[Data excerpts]
========

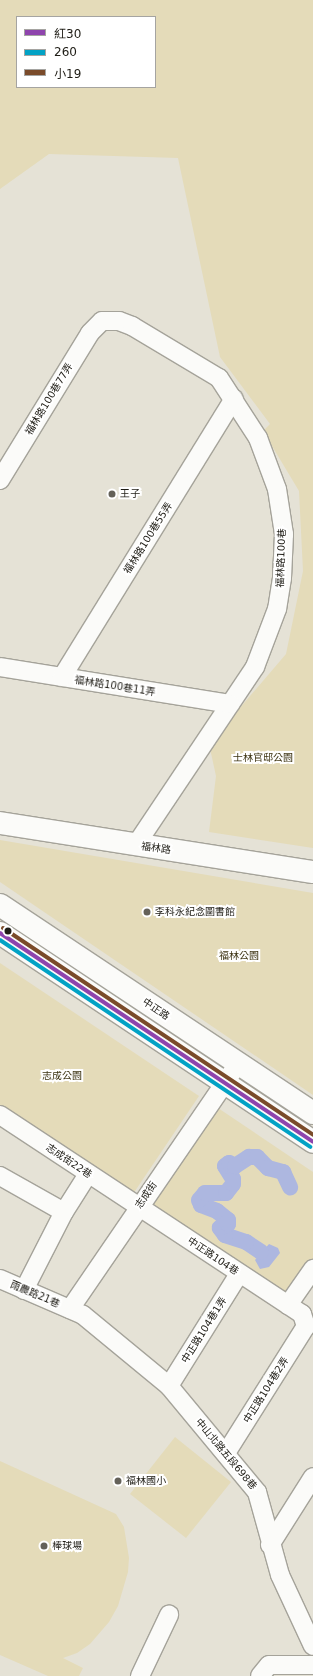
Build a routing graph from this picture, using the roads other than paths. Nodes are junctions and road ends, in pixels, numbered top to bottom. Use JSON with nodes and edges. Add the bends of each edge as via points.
{"nodes":[{"id":1,"x":102,"y":321,"type":"joint"},
{"id":2,"x":234,"y":399,"type":"junction"},
{"id":3,"x":0,"y":480,"type":"edge"},
{"id":4,"x":0,"y":667,"type":"edge"},
{"id":5,"x":62,"y":677,"type":"junction"},
{"id":6,"x":230,"y":704,"type":"junction"},
{"id":7,"x":0,"y":823,"type":"edge"},
{"id":8,"x":136,"y":845,"type":"junction"},
{"id":9,"x":313,"y":872,"type":"edge"},
{"id":10,"x":0,"y":905,"type":"edge"},
{"id":11,"x":0,"y":933,"type":"edge"},
{"id":12,"x":238,"y":1064,"type":"junction"},
{"id":13,"x":224,"y":1083,"type":"junction"},
{"id":14,"x":313,"y":1113,"type":"edge"},
{"id":15,"x":0,"y":1115,"type":"edge"},
{"id":16,"x":313,"y":1142,"type":"edge"},
{"id":17,"x":88,"y":1174,"type":"junction"},
{"id":18,"x":0,"y":1176,"type":"edge"},
{"id":19,"x":138,"y":1207,"type":"junction"},
{"id":20,"x":64,"y":1212,"type":"junction"},
{"id":21,"x":313,"y":1269,"type":"edge"},
{"id":22,"x":239,"y":1274,"type":"junction"},
{"id":23,"x":0,"y":1279,"type":"edge"},
{"id":24,"x":24,"y":1290,"type":"junction"},
{"id":25,"x":288,"y":1305,"type":"junction"},
{"id":26,"x":70,"y":1309,"type":"junction"},
{"id":27,"x":306,"y":1326,"type":"joint"},
{"id":28,"x":169,"y":1386,"type":"junction"},
{"id":29,"x":226,"y":1453,"type":"junction"},
{"id":30,"x":313,"y":1477,"type":"edge"},
{"id":31,"x":270,"y":1545,"type":"junction"},
{"id":32,"x":169,"y":1616,"type":"dead end"},
{"id":33,"x":313,"y":1646,"type":"edge"},
{"id":34,"x":313,"y":1665,"type":"edge"},
{"id":35,"x":141,"y":1676,"type":"edge"},
{"id":36,"x":260,"y":1676,"type":"edge"}],
"edges":[{"from":1,"to":2,"type":"street","name":"福林路100巷","via":[[119,321],[132,326],[219,378]]},
{"from":1,"to":3,"type":"street","name":"福林路100巷77弄","via":[[90,333]]},
{"from":2,"to":5,"type":"street","name":"福林路100巷55弄"},
{"from":2,"to":6,"type":"street","name":"福林路100巷","via":[[258,438],[277,489],[284,534],[282,578],[277,609],[255,667]]},
{"from":4,"to":5,"type":"street","name":"福林路100巷11弄"},
{"from":5,"to":6,"type":"street","name":"福林路100巷11弄"},
{"from":6,"to":8,"type":"street","name":"福林路100巷"},
{"from":7,"to":8,"type":"main road","name":"福林路"},
{"from":8,"to":9,"type":"main road","name":"福林路"},
{"from":10,"to":12,"type":"main road","name":"中正路"},
{"from":11,"to":13,"type":"main road"},
{"from":12,"to":13,"type":"street","name":"志成街"},
{"from":12,"to":14,"type":"main road","name":"中正路"},
{"from":13,"to":16,"type":"main road"},
{"from":13,"to":19,"type":"street","name":"志成街"},
{"from":15,"to":17,"type":"street","name":"志成街22巷"},
{"from":17,"to":19,"type":"street","name":"志成街22巷"},
{"from":17,"to":20,"type":"street"},
{"from":18,"to":20,"type":"street"},
{"from":19,"to":22,"type":"street","name":"中正路104巷"},
{"from":19,"to":26,"type":"street","name":"志成街"},
{"from":20,"to":24,"type":"street"},
{"from":21,"to":25,"type":"street"},
{"from":22,"to":25,"type":"street","name":"中正路104巷"},
{"from":22,"to":28,"type":"street","name":"中正路104巷1弄"},
{"from":23,"to":24,"type":"street","name":"雨農路21巷"},
{"from":24,"to":26,"type":"street","name":"雨農路21巷"},
{"from":25,"to":27,"type":"street","name":"中正路104巷","via":[[302,1314]]},
{"from":26,"to":28,"type":"street","name":"中山北路五段698巷","via":[[83,1314]]},
{"from":27,"to":29,"type":"street","name":"中正路104巷2弄"},
{"from":28,"to":29,"type":"street","name":"中山北路五段698巷"},
{"from":29,"to":31,"type":"street","name":"中山北路五段698巷","via":[[257,1492]]},
{"from":30,"to":31,"type":"street"},
{"from":31,"to":33,"type":"street","name":"中山北路五段698巷","via":[[280,1575]]},
{"from":32,"to":35,"type":"street"},
{"from":34,"to":36,"type":"street","via":[[269,1665]]}]}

========

TASK >> Note each line above that holds "main", then copy all of them.

SOLUTION >>
{"from":7,"to":8,"type":"main road","name":"福林路"},
{"from":8,"to":9,"type":"main road","name":"福林路"},
{"from":10,"to":12,"type":"main road","name":"中正路"},
{"from":11,"to":13,"type":"main road"},
{"from":12,"to":14,"type":"main road","name":"中正路"},
{"from":13,"to":16,"type":"main road"},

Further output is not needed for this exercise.